Return every line of the records that includes the string "Rostand".

# # #

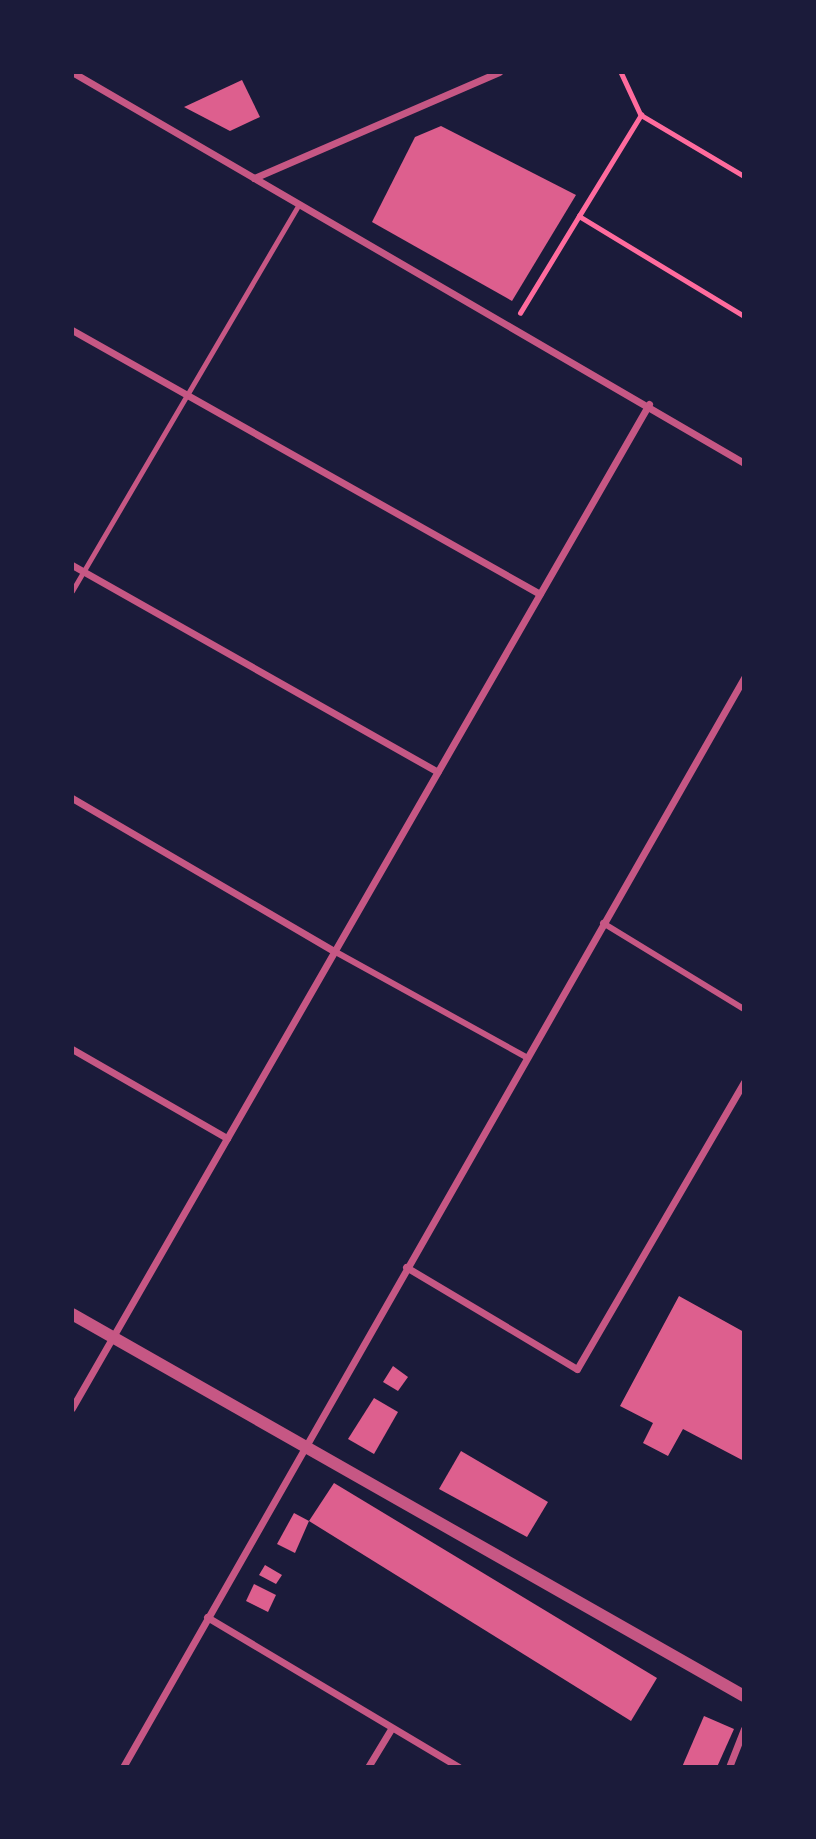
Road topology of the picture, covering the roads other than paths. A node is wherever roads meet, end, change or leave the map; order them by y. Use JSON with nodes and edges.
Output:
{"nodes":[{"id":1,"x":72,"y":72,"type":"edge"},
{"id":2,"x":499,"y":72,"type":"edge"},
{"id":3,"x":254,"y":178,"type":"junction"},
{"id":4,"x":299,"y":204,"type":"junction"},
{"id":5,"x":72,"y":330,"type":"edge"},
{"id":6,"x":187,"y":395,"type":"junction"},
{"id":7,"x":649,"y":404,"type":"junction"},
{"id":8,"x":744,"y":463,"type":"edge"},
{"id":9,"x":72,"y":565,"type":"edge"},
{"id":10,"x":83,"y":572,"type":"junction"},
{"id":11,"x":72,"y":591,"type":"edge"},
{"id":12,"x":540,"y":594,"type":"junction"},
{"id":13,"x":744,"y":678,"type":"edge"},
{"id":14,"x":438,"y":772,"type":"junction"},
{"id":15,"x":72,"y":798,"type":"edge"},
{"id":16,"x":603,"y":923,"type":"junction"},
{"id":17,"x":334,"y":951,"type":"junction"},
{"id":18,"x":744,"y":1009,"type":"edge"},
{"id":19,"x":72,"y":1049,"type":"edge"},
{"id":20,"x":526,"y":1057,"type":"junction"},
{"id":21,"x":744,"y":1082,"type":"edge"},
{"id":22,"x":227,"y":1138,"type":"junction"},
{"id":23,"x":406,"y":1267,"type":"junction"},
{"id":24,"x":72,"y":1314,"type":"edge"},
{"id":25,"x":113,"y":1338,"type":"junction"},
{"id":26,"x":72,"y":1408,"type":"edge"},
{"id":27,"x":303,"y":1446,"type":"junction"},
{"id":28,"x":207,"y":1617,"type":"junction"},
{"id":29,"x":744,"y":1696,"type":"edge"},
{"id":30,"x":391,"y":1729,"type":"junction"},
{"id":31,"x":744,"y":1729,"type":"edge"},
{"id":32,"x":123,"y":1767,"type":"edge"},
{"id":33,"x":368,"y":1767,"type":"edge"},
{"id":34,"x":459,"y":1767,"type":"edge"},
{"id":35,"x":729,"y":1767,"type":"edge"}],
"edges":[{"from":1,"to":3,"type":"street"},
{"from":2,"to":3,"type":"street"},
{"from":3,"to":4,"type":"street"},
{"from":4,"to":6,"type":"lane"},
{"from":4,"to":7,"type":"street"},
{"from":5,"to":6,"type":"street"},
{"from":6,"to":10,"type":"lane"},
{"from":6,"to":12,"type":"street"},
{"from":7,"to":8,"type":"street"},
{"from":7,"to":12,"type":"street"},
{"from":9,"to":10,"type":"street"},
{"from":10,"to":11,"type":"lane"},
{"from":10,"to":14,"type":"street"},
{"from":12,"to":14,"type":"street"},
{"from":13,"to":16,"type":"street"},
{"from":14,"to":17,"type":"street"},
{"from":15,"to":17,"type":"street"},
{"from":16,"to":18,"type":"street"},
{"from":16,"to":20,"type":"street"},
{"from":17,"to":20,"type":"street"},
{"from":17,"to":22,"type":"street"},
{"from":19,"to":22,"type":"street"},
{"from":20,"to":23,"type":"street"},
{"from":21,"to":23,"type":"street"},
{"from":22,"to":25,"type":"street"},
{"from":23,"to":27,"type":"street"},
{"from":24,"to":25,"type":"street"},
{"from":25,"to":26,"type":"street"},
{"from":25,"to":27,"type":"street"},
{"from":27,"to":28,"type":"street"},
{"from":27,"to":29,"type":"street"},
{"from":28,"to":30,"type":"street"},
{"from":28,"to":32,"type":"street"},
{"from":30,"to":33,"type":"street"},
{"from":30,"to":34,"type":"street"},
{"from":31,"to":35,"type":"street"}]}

# # #

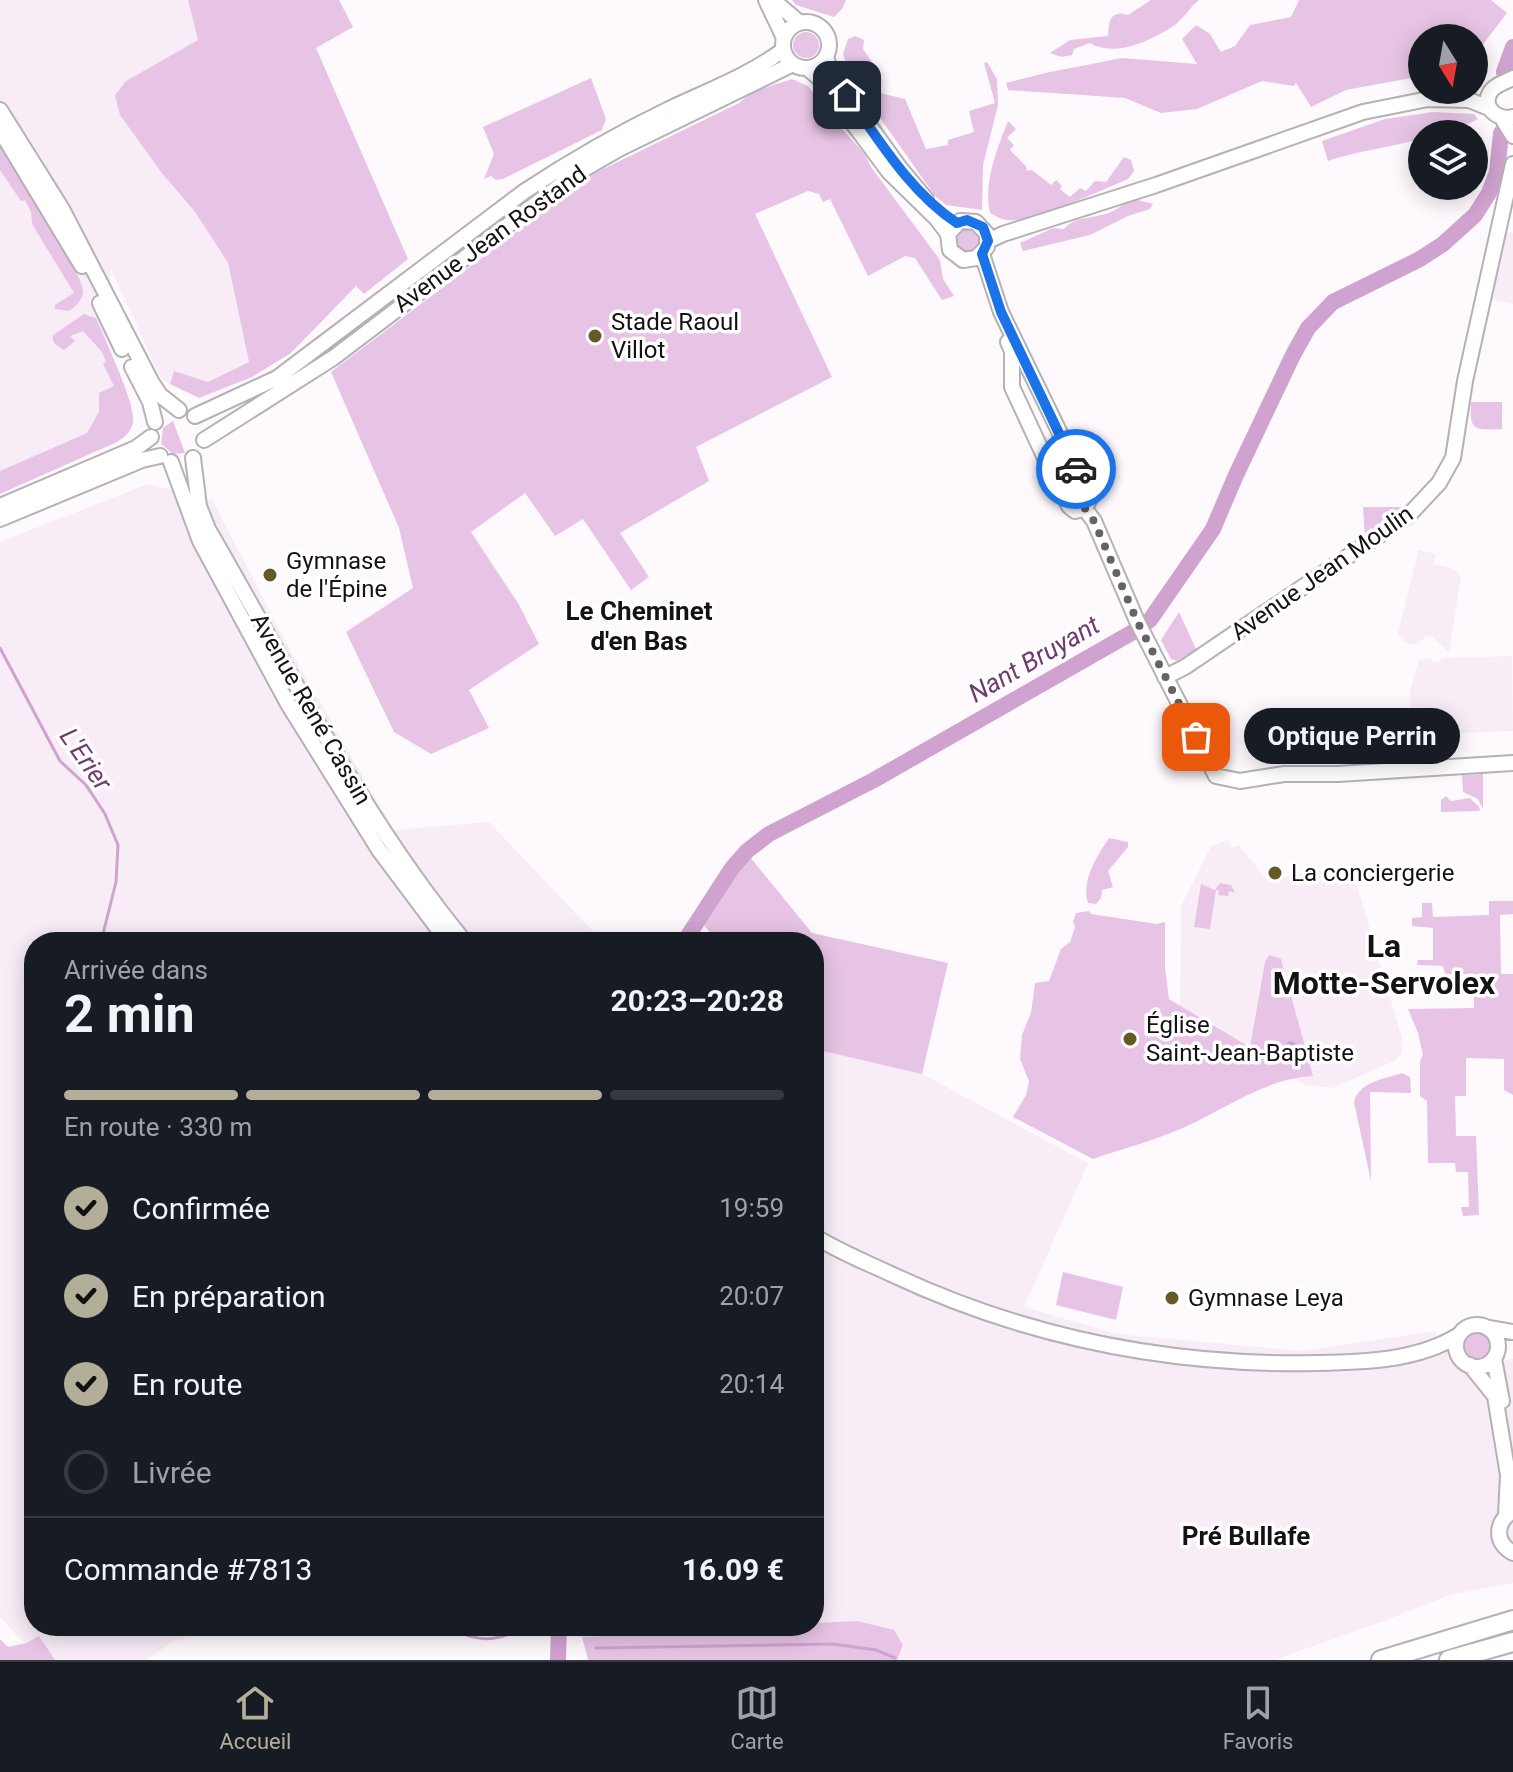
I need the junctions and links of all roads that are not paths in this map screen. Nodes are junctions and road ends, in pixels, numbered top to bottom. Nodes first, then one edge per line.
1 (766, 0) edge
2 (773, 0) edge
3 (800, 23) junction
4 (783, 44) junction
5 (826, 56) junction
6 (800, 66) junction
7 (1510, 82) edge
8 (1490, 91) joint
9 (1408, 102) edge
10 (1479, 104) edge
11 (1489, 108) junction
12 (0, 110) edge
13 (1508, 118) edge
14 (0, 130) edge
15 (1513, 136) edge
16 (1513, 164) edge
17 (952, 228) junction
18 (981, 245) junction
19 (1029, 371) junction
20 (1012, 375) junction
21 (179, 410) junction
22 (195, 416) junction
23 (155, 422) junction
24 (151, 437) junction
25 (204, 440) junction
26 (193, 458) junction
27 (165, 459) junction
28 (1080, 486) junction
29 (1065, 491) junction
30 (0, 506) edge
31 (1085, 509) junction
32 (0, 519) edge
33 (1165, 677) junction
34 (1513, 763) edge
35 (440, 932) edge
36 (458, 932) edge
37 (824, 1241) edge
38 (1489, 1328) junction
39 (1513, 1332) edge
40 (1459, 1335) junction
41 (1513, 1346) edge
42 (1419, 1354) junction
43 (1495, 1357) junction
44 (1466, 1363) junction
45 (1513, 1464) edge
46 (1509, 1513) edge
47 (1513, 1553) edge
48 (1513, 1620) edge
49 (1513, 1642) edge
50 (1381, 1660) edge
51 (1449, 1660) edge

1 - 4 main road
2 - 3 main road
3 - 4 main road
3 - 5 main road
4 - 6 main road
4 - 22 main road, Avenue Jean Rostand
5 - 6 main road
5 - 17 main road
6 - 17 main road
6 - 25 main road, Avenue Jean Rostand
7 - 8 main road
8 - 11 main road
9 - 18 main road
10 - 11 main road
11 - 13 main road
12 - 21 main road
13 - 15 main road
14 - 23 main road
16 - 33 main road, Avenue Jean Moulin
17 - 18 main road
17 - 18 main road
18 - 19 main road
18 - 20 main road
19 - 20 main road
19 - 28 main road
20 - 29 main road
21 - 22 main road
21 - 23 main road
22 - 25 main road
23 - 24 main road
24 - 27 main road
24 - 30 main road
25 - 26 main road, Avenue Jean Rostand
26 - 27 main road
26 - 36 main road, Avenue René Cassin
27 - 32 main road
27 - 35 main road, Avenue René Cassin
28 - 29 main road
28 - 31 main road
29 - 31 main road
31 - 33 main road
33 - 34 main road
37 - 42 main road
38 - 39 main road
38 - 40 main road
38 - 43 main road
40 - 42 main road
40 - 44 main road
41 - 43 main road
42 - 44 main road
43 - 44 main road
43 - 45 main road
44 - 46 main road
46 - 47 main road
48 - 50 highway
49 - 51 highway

# # #

**ANSWER TO THIS EXERCISE**.
4 - 22 main road, Avenue Jean Rostand
6 - 25 main road, Avenue Jean Rostand
25 - 26 main road, Avenue Jean Rostand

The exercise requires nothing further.